Credit Union Trends October 2024
November 20, 2024 7:30 amThe Credit Union Trends Report is a monthly “pulse check” on the state of the credit union marketplace, often placed in a historical context. The report includes data from two months prior and is published and distributed by TruStage Chief Economist Steven Rick. Their October 2024 Credit Union Trends Report is now available and highlights this month include:
Economy
- Credit union liquidity has risen over the last year but remains close to the lowest ratio in credit union history
- The average credit union member increased their total credit union deposits by $504 over the last year, from $13,420 in August 2023 to $13,942 in August 2024
- Year-to-date savings balances grew 3.9% in 2024, significantly below the past 23-year average of 5.7%, but above the 0.7% reported in 2023
- But with the Federal Reserve expected to lower short-term interest rates by another 25 basis points later this year, credit union net interest margins could widen as funding costs fall faster than asset yields
Lending
- During the last 12 months, credit union loan balances increased a relatively weak 3.5%, which is half the 7% long-run annual loan growth rate
- Consumer credit outstanding is rising only 2.3% year-over-year, below the 5% long run average
- High auto loan rates will ensure that new-vehicle sales remain below the 16.5 million pace through 2025
- Following years of higher-than-average home price growth, the housing market appears overvalued.
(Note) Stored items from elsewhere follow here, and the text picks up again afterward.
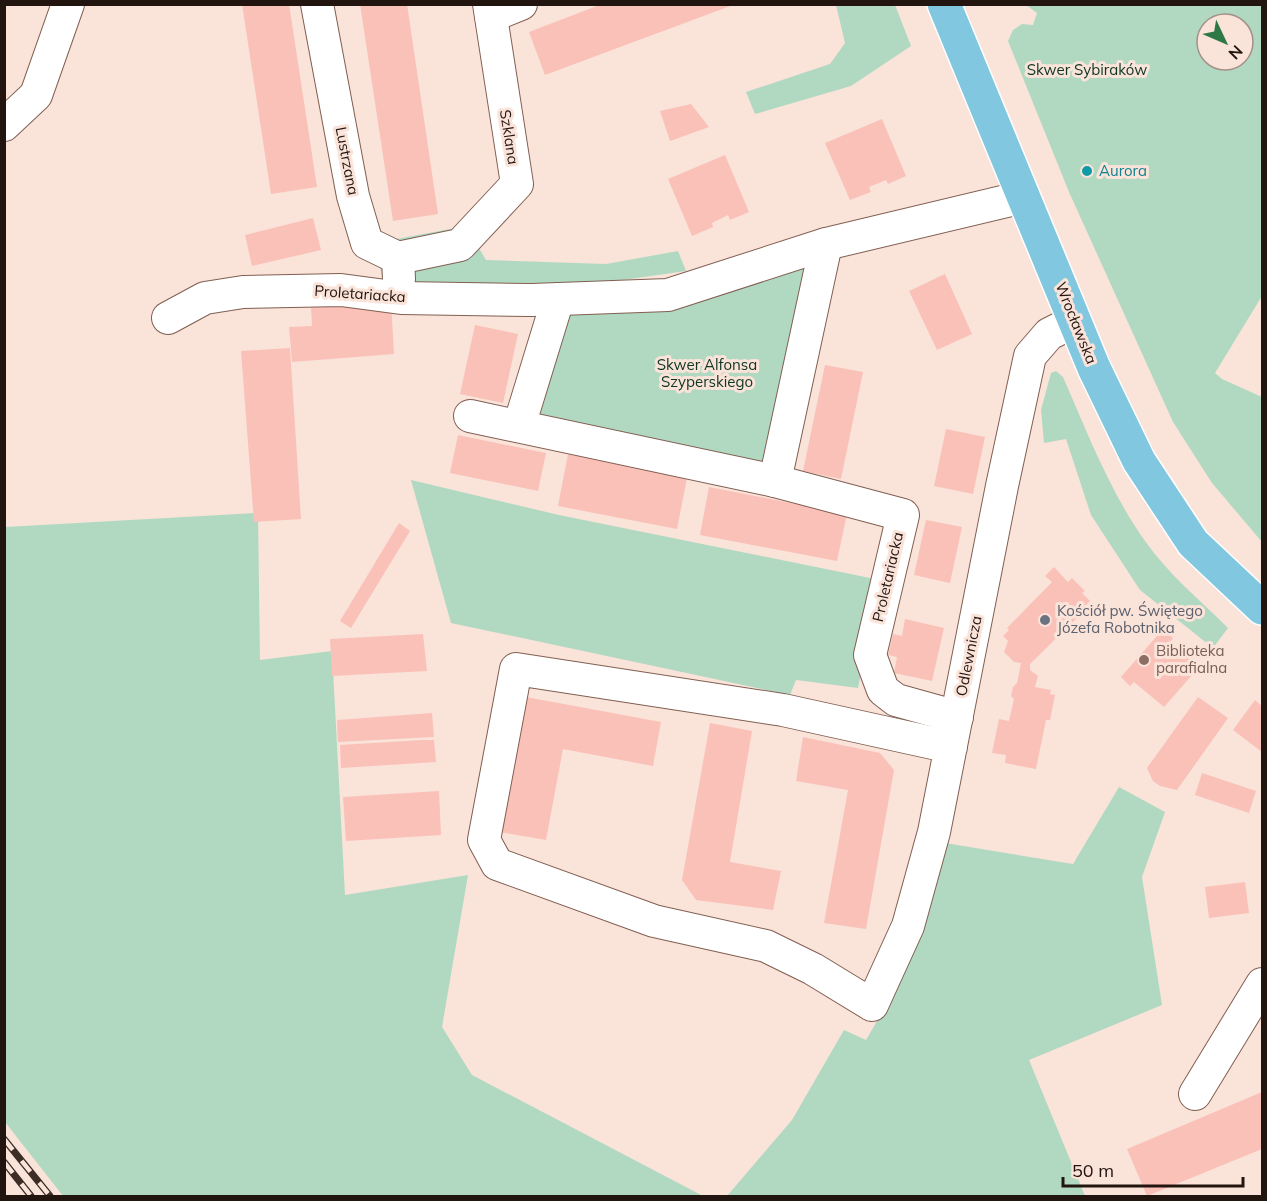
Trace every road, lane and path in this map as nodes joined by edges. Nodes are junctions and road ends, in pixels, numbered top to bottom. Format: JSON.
{"nodes":[{"id":1,"x":68,"y":4,"type":"edge"},
{"id":2,"x":317,"y":4,"type":"edge"},
{"id":3,"x":520,"y":4,"type":"edge"},
{"id":4,"x":490,"y":10,"type":"edge"},
{"id":5,"x":955,"y":14,"type":"edge"},
{"id":6,"x":4,"y":125,"type":"edge"},
{"id":7,"x":1023,"y":197,"type":"junction"},
{"id":8,"x":826,"y":244,"type":"junction"},
{"id":9,"x":398,"y":258,"type":"junction"},
{"id":10,"x":401,"y":298,"type":"junction"},
{"id":11,"x":558,"y":299,"type":"junction"},
{"id":12,"x":168,"y":318,"type":"dead end"},
{"id":13,"x":1075,"y":321,"type":"junction"},
{"id":14,"x":470,"y":416,"type":"dead end"},
{"id":15,"x":519,"y":426,"type":"junction"},
{"id":16,"x":775,"y":481,"type":"junction"},
{"id":17,"x":1263,"y":608,"type":"edge"},
{"id":18,"x":954,"y":732,"type":"junction"},
{"id":19,"x":1263,"y":984,"type":"edge"},
{"id":20,"x":1195,"y":1094,"type":"dead end"}],
"edges":[{"from":1,"to":6,"type":"street"},
{"from":2,"to":9,"type":"street","name":"Lustrzana"},
{"from":3,"to":4,"type":"street","name":"Szklana"},
{"from":4,"to":9,"type":"street","name":"Szklana"},
{"from":5,"to":7,"type":"main road","name":"Wrocławska"},
{"from":7,"to":8,"type":"street","name":"Proletariacka"},
{"from":7,"to":13,"type":"main road","name":"Wrocławska"},
{"from":8,"to":11,"type":"street","name":"Proletariacka"},
{"from":8,"to":16,"type":"street"},
{"from":9,"to":10,"type":"street"},
{"from":10,"to":11,"type":"street","name":"Proletariacka"},
{"from":10,"to":12,"type":"street","name":"Proletariacka"},
{"from":11,"to":15,"type":"street"},
{"from":13,"to":17,"type":"main road","name":"Wrocławska"},
{"from":13,"to":18,"type":"street","name":"Odlewnicza"},
{"from":14,"to":15,"type":"street","name":"Proletariacka"},
{"from":15,"to":16,"type":"street","name":"Proletariacka"},
{"from":16,"to":18,"type":"street","name":"Proletariacka"},
{"from":18,"to":18,"type":"street","name":"Odlewnicza"},
{"from":19,"to":20,"type":"street"}]}
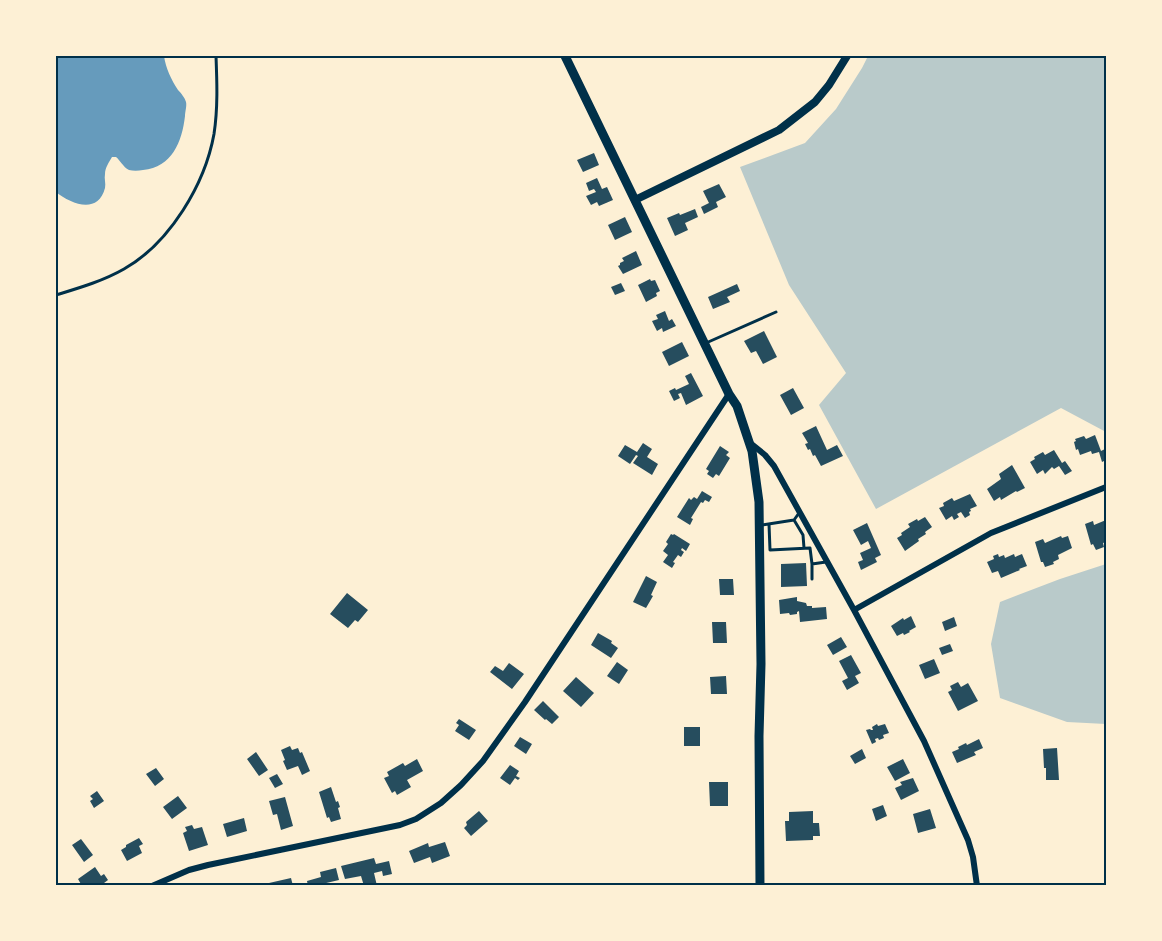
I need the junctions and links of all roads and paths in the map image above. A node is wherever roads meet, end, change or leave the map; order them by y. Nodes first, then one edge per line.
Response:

So, expect home price appreciation to slow below the 4% long run average in 2025
- We are forecasting 6% credit union loan growth for 2025 due to faster deposit growth next year, lower loan interest rates on new loans, a shift in consumer spending from services back to goods and rising consumer confidence
Members/Assets
- The personal savings rate (personal savings as a percentage of disposable personal income) has increased to 5% in August, up from 3.1% in August of 2022. We expect savings balances to grow 5% in 2024 and 7% in 2025
- Year-to-date credit union memberships rose 0.6%, below the 2.4% pace in the similar time in 2023
- The recent pace of 0.6% is still faster than the overall U.S. population growth rate of 0.4%. Therefore, credit unions are still picking up market share from banks and other depository institutions
You can find other reports on the TruStage website and subscribe to receive an email when they are released month.
Comments are closed here.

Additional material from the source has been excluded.